Une équipe de l’Université Western, en Ontario, a voulu quantifier le phénomène. Ils ont sondé 73 familles ayant au moins un enfant de 6 à 12 ans. Ces familles ont affirmé qu’avant la pandémie, les enfants passaient environ deux heures par jour devant un écran. Entre mars et juin 2020, le bilan est plutôt monté à 5,9 heures par jour. Ce chiffre exclut les classes virtuelles. 

Si le nombre de familles sondées demeure modeste, les résultats, parus dans l’édition de décembre du Journal of Affective Disorders Reports, sont cohérents avec les hausses observées dans plusieurs autres pays, dont le Chili (3 heures chez les 1 à 5 ans) et la Turquie (6,4 heures pour les 6 à 13 ans). 

Les chercheurs ontariens ont remarqué que plus les parents se disaient stressés, plus les enfants avaient accès aux écrans. Pareillement, plus les parents étaient insatisfaits de l’école à distance, plus les jeunes passaient de temps sur les écrans pour le divertissement.

Mécanisme d’adaptation

Quel sera l’effet de cette hausse? C’est à voir. Mais même avant la pandémie, les effets du temps passé devant l’écran étaient imprécis, comme nous vous expliquions ici. Certaines études pré-pandémiques ont fait état de potentiels enjeux de santé mentale, d’interaction sociale, de trouble du sommeil et de sédentarité. Plusieurs études datent de l’époque ou la télévision était le seul écran disponible, ce qui permet difficilement de tirer des conclusions des expositions actuelles.

Les auteurs de l’étude se gardent bien de juger les parents. La hausse du temps d’écran a pu permettre d’éviter des conflits parents-enfants ou d’augmenter les contacts sociaux des jeunes (salutations aux grands-parents qui ont diverti leur descendance sur Facetime!) Ils estiment que la recherche scientifique devra explorer les bénéfices et les désavantages du temps d’écran pour les parents et les enfants dans un contexte de confinement.

La professeure de psychologie à l’Université Laval Célia Matte-Gagné souligne que l’augmentation du temps d’écran a constitué un mécanisme d’adaptation pour des parents. «Le fait de devoir travailler tout en prenant soin de leurs enfants – ce qui représente en soi un stress–, a effectivement pu amener les parents, alors plus stressés, à proposer davantage des activités qui nécessitaient moins leur présence. Les parents devaient travailler pour continuer à subvenir aux besoins de la famille. Les activités qui impliquent les écrans, telles que d’écouter un film, exigent moins de surveillance de la part des parents que des activités extérieures, pour donner un exemple, et ces activités permettent aux parents de travailler tout en offrant une présence minimale à l’enfant», dit la titulaire de la Chaire de recherche du Canada sur la trajectoire de développement de l’enfant et le rôle du père.
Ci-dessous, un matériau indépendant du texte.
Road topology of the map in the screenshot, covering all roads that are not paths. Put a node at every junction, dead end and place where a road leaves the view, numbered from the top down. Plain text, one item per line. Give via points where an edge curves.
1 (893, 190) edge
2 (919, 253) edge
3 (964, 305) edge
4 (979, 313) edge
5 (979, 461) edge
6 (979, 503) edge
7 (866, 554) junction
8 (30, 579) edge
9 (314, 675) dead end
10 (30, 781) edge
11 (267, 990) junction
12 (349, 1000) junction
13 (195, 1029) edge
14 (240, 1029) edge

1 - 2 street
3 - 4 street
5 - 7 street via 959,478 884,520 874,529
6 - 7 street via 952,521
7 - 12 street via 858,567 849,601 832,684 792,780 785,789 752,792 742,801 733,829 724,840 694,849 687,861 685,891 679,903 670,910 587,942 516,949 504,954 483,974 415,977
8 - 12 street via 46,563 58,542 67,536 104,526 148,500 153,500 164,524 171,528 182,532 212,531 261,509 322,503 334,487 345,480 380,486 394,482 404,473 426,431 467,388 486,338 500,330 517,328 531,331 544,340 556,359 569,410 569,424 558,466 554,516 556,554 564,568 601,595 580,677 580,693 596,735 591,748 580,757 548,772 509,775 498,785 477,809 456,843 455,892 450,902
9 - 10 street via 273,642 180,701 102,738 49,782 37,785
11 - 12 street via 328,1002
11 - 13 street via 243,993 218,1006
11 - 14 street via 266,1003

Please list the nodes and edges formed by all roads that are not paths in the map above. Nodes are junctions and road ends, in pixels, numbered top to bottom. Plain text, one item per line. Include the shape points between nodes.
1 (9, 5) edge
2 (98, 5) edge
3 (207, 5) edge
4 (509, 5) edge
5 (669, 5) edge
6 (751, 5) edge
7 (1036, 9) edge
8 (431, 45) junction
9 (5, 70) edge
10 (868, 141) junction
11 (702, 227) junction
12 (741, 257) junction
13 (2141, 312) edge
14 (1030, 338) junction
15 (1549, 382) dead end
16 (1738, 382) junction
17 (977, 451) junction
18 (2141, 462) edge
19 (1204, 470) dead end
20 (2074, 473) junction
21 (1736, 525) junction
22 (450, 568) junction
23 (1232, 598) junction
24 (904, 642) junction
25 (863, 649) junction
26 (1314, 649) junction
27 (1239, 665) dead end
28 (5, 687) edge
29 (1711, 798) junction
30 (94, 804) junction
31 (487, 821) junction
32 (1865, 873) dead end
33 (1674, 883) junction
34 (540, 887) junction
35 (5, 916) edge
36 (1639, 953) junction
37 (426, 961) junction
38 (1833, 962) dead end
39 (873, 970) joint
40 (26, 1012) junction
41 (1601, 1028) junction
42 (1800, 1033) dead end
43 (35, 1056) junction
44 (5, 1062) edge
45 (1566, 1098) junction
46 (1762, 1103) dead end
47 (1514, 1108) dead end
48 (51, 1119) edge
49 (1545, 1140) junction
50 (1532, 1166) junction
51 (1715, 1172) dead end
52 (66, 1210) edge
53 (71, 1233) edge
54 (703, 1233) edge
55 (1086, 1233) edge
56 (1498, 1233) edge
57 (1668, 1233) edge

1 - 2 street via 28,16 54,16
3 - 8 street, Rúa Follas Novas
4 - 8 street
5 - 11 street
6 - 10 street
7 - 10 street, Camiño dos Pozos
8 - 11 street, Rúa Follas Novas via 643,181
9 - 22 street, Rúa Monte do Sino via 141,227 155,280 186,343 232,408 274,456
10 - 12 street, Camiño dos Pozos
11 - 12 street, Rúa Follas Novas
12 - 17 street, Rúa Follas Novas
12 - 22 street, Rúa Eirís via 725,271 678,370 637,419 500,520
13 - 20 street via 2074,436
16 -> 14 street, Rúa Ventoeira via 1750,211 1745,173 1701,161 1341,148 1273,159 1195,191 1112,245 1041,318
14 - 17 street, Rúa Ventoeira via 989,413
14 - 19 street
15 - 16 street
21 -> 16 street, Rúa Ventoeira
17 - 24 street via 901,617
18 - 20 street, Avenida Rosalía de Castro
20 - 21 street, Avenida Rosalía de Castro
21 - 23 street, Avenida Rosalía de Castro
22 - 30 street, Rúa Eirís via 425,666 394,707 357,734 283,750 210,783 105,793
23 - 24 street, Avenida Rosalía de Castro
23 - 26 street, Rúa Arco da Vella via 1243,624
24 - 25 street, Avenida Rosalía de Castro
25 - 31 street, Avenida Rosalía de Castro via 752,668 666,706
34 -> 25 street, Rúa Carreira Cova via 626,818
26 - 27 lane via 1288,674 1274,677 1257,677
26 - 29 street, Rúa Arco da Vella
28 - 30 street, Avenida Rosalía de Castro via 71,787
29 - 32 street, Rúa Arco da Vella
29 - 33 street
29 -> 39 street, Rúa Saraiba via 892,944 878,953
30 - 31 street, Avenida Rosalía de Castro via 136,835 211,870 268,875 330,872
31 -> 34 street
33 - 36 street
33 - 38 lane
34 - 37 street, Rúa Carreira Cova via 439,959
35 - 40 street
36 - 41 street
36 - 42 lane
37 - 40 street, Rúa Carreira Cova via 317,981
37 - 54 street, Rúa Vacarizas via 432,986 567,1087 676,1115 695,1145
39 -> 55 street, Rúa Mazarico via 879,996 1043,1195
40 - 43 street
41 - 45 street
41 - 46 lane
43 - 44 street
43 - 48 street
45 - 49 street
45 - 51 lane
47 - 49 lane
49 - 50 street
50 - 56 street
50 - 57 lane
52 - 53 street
La durée du temps d’écran est un facteur, mais elle rappelle que le type de contenus consommés par les enfants (éducatif, versus un jeu comme Fortnite) influence le portrait, tout comme le moment du jour où ce divertissement est permis (le matin, versus juste avant de dormir, ce qui peut nuire au sommeil). 

À tout ceux qui s’en veulent d’avoir laissé filer les épisodes de La Pat’Patrouille, elle offre ce message. «En temps de crise,  il est normal de vivre plus de stress comme parent et aussi de s’inquiéter des conséquences négatives que peuvent avoir sur nos enfants les changements qui surviennent durant la crise, dit la docteure Matte-Gagné. Bien que normale, la culpabilité associée à l’augmentation de l’usage des écrans devrait être mise de côté par les parents.»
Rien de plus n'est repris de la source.